* Directions: Every line in the records below with the string "index" needs to be copied out.

--------------------------------------------------

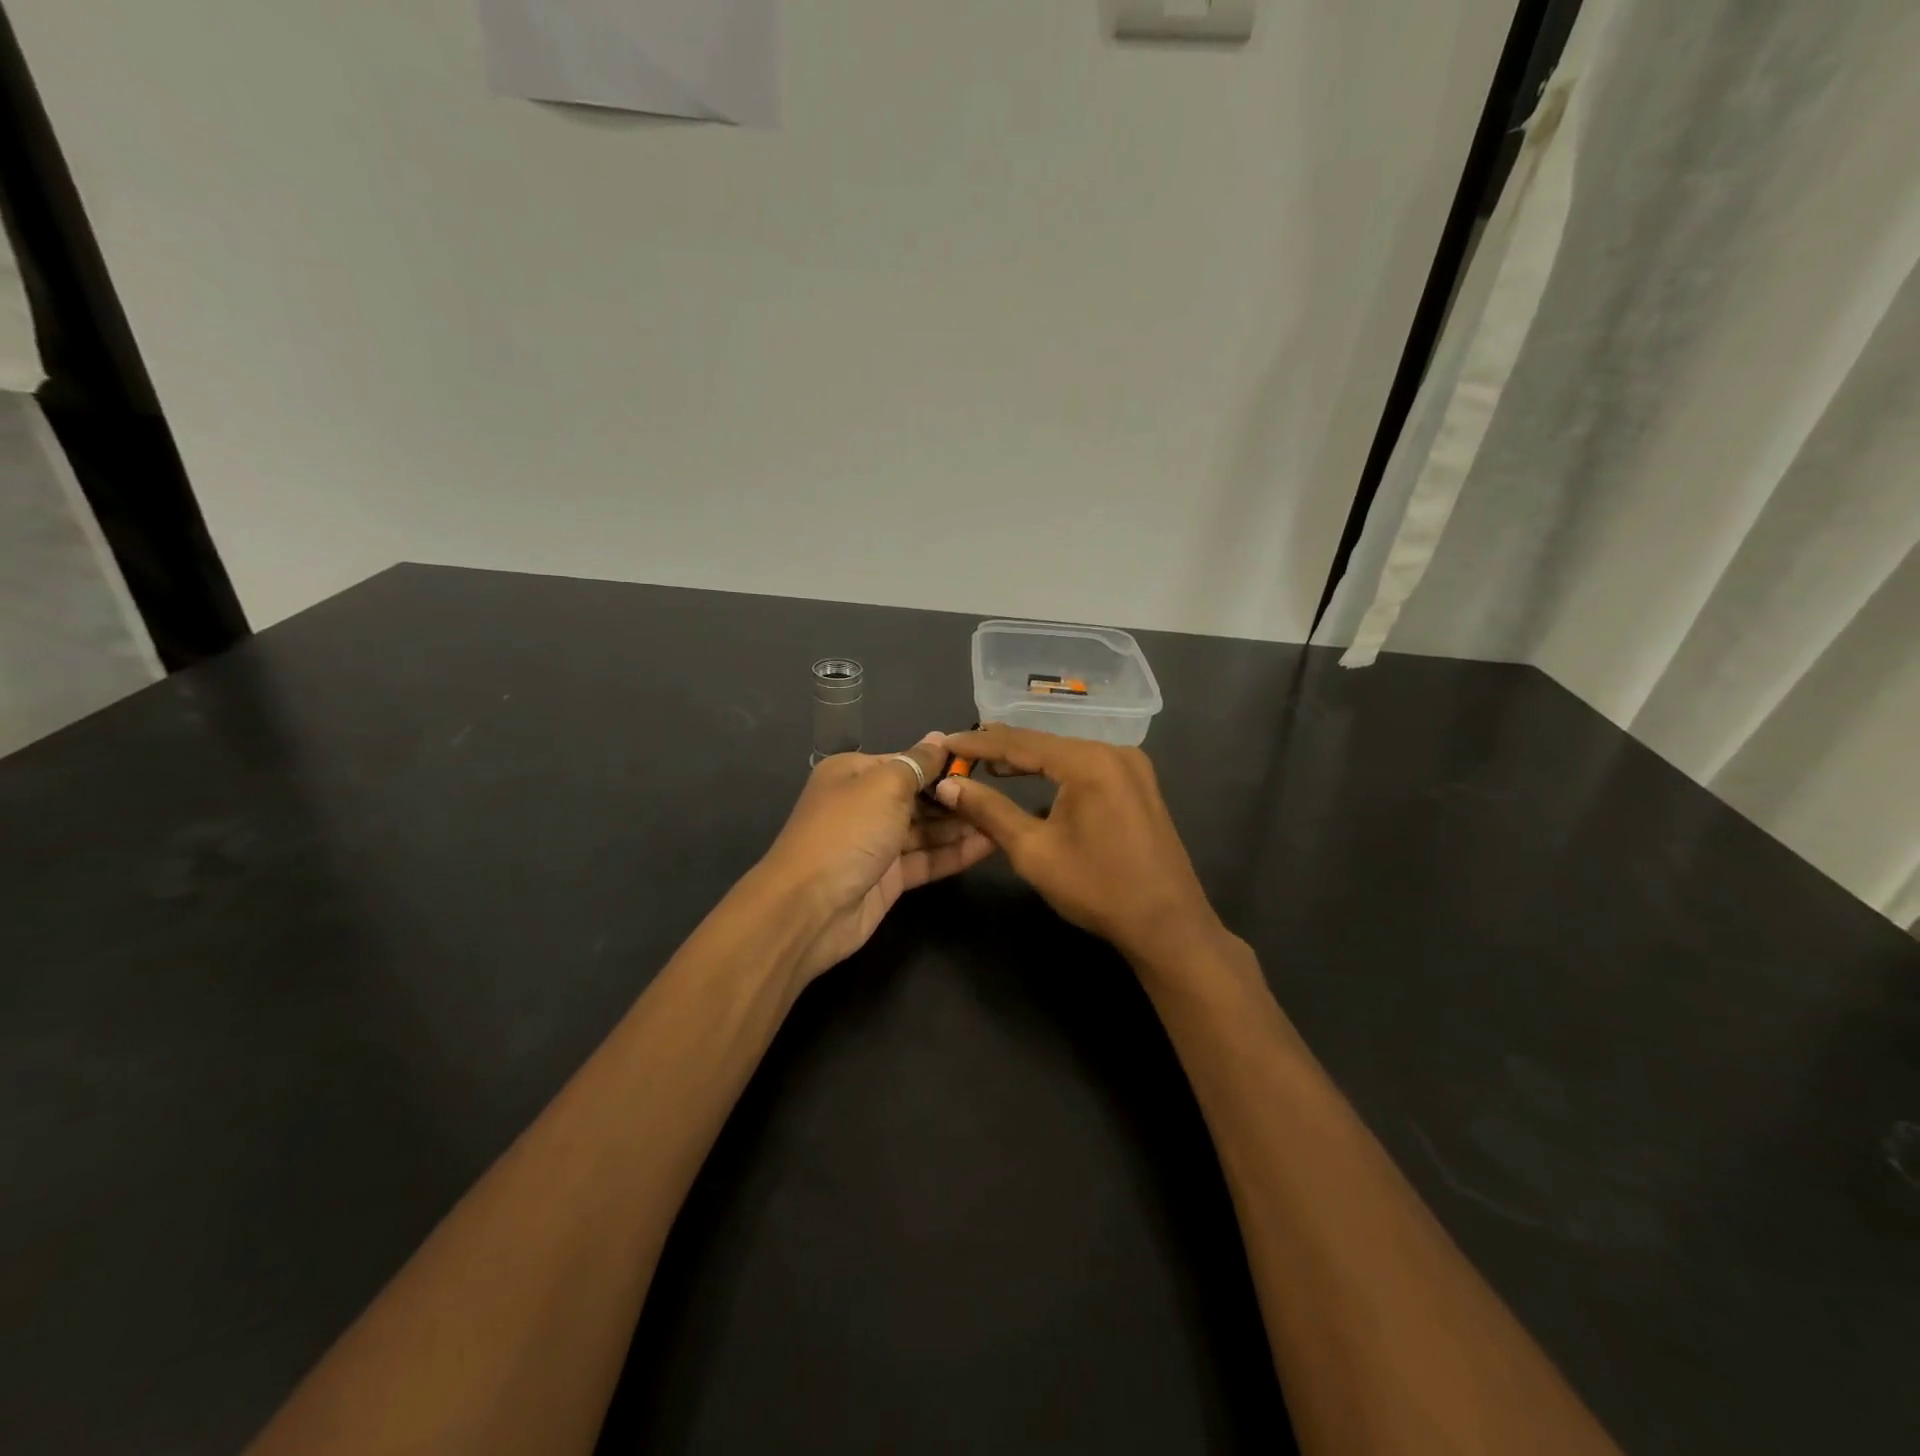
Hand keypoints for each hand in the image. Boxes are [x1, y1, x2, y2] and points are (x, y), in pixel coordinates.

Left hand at [757, 733, 995, 983]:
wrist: (810, 908)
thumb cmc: (848, 831)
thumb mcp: (885, 785)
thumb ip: (919, 762)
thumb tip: (941, 737)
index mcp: (854, 773)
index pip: (907, 761)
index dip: (943, 763)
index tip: (984, 765)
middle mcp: (864, 804)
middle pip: (918, 795)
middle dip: (955, 795)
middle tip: (1000, 795)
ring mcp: (876, 844)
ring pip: (926, 829)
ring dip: (961, 825)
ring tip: (1003, 818)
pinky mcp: (889, 879)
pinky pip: (927, 859)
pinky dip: (955, 852)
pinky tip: (990, 844)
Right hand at [933, 725, 1222, 966]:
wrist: (1167, 924)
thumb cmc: (1097, 888)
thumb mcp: (1033, 851)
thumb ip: (989, 811)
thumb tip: (948, 785)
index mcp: (1089, 761)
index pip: (1021, 742)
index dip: (979, 743)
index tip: (945, 742)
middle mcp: (1114, 751)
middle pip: (1045, 744)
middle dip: (1002, 750)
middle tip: (961, 754)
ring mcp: (1132, 767)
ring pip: (1066, 755)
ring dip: (1029, 761)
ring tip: (988, 765)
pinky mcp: (1139, 785)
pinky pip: (1087, 768)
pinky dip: (1056, 773)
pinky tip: (1035, 781)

--------------------------------------------------

* Response to this exercise:
index mcp: (854, 773)
index pip: (907, 761)
index dip: (943, 763)
index tip: (984, 765)
index mcp: (1089, 761)
index pip: (1021, 742)
index dip: (979, 743)
index tip: (945, 742)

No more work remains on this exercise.